* **WHAT THE TASK REQUIRES**: The required answer is every line of the data containing the word "Caddesi".
***** EXTRACTED ENTRIES
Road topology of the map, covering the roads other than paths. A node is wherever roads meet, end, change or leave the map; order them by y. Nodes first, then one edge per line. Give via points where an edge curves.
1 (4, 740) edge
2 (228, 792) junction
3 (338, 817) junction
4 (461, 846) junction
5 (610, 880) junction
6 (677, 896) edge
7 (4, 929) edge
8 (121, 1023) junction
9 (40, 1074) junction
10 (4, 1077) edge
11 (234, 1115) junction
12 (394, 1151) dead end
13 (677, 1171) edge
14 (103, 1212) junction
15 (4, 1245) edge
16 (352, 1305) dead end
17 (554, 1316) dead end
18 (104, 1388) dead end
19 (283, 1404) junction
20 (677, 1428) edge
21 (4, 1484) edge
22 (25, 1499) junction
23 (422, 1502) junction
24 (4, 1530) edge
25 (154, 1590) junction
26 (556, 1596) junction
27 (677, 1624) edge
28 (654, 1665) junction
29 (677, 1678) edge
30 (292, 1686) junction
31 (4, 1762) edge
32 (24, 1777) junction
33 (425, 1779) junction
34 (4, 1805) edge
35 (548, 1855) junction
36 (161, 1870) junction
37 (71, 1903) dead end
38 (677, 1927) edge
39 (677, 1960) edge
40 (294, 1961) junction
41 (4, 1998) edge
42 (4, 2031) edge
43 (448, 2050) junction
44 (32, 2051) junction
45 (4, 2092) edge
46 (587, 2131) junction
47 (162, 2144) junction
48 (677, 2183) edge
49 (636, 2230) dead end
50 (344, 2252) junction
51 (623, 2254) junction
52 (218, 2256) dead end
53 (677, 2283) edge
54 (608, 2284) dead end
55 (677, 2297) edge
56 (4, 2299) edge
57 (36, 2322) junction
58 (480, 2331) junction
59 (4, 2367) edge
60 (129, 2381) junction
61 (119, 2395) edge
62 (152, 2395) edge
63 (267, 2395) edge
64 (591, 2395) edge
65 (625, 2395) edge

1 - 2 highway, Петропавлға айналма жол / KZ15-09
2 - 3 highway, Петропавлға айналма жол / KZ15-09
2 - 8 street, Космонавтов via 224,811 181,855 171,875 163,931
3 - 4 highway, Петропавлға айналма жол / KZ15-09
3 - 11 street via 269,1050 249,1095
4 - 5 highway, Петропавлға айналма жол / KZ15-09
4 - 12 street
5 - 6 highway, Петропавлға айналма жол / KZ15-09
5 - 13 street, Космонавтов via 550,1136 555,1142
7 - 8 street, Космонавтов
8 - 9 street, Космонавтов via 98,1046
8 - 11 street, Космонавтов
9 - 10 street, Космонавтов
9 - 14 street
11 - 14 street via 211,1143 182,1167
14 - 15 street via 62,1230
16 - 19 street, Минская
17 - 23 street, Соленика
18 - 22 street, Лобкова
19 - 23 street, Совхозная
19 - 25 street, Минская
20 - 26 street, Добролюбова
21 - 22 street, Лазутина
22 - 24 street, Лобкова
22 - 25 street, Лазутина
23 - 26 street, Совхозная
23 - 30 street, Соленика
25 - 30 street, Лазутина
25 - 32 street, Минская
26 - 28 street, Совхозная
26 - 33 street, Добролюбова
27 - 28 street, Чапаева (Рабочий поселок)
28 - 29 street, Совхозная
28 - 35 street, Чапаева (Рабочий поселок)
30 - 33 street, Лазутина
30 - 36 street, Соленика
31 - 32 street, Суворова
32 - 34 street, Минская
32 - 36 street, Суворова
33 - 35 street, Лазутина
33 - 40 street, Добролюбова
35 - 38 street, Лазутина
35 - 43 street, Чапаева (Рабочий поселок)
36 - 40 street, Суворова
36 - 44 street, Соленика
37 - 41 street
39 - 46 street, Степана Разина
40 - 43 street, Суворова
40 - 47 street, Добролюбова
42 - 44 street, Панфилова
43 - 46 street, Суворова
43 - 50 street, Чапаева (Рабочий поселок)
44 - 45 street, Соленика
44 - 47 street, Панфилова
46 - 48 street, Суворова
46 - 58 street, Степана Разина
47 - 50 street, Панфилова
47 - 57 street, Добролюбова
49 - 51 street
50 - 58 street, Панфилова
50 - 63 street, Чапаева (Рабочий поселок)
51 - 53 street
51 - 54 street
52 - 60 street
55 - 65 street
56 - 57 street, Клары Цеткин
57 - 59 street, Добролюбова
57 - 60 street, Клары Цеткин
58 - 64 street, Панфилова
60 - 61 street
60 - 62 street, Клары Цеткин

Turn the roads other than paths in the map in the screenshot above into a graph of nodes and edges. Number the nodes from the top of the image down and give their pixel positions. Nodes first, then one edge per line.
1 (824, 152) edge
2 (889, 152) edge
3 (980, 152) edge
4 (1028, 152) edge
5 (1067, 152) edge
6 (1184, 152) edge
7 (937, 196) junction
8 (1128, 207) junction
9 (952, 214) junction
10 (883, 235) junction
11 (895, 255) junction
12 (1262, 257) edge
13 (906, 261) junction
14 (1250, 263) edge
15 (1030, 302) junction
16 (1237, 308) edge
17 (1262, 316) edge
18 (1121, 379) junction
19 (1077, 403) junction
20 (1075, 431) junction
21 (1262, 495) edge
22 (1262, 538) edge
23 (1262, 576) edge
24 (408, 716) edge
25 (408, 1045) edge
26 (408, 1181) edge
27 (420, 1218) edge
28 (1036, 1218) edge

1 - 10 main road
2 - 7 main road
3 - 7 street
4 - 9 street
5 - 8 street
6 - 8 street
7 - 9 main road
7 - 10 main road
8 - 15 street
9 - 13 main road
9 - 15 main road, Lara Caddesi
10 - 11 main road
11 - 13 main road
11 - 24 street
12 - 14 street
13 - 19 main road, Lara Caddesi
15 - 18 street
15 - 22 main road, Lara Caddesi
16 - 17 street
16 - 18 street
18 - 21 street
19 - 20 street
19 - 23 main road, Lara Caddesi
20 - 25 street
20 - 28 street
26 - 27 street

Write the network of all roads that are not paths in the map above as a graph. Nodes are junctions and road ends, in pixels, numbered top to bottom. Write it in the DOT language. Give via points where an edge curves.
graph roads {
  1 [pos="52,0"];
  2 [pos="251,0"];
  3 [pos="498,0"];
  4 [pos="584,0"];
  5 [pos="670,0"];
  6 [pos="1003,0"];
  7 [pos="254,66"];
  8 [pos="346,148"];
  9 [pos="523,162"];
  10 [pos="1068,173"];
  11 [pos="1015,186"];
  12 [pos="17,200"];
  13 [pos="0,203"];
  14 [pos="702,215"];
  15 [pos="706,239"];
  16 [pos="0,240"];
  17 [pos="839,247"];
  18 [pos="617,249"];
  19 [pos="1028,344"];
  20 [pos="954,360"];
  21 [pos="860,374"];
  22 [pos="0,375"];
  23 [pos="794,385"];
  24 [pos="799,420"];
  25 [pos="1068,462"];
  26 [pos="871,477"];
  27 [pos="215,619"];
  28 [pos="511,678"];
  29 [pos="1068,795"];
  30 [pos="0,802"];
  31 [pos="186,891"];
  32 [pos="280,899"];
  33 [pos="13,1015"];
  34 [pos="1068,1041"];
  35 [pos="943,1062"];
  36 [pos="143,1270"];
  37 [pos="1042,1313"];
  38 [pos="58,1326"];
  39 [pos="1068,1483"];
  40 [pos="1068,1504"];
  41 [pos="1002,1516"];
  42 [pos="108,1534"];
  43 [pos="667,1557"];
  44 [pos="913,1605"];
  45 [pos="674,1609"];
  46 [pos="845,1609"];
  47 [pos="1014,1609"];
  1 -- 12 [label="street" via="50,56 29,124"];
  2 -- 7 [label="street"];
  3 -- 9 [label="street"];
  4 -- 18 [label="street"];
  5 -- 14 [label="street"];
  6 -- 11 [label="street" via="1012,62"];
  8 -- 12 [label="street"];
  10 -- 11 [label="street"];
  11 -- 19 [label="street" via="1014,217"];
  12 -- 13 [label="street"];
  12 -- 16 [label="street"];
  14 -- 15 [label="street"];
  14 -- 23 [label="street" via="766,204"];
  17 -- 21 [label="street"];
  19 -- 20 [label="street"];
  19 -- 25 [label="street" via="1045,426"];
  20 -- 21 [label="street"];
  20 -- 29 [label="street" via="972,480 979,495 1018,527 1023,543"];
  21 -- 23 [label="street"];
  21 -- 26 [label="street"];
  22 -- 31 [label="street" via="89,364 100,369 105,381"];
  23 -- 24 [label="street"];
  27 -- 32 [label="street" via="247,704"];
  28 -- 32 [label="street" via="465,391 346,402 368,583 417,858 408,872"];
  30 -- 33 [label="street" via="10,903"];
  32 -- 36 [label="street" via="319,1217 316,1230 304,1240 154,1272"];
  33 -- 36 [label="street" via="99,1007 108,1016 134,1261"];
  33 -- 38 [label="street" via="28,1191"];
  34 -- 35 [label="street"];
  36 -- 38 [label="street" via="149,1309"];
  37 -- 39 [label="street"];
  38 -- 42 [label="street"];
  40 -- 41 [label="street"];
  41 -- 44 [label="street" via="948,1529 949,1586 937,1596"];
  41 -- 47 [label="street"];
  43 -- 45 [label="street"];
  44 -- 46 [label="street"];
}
**********
* **ANSWER SPACE**:
9 - 15 main road, Lara Caddesi
13 - 19 main road, Lara Caddesi
15 - 22 main road, Lara Caddesi
19 - 23 main road, Lara Caddesi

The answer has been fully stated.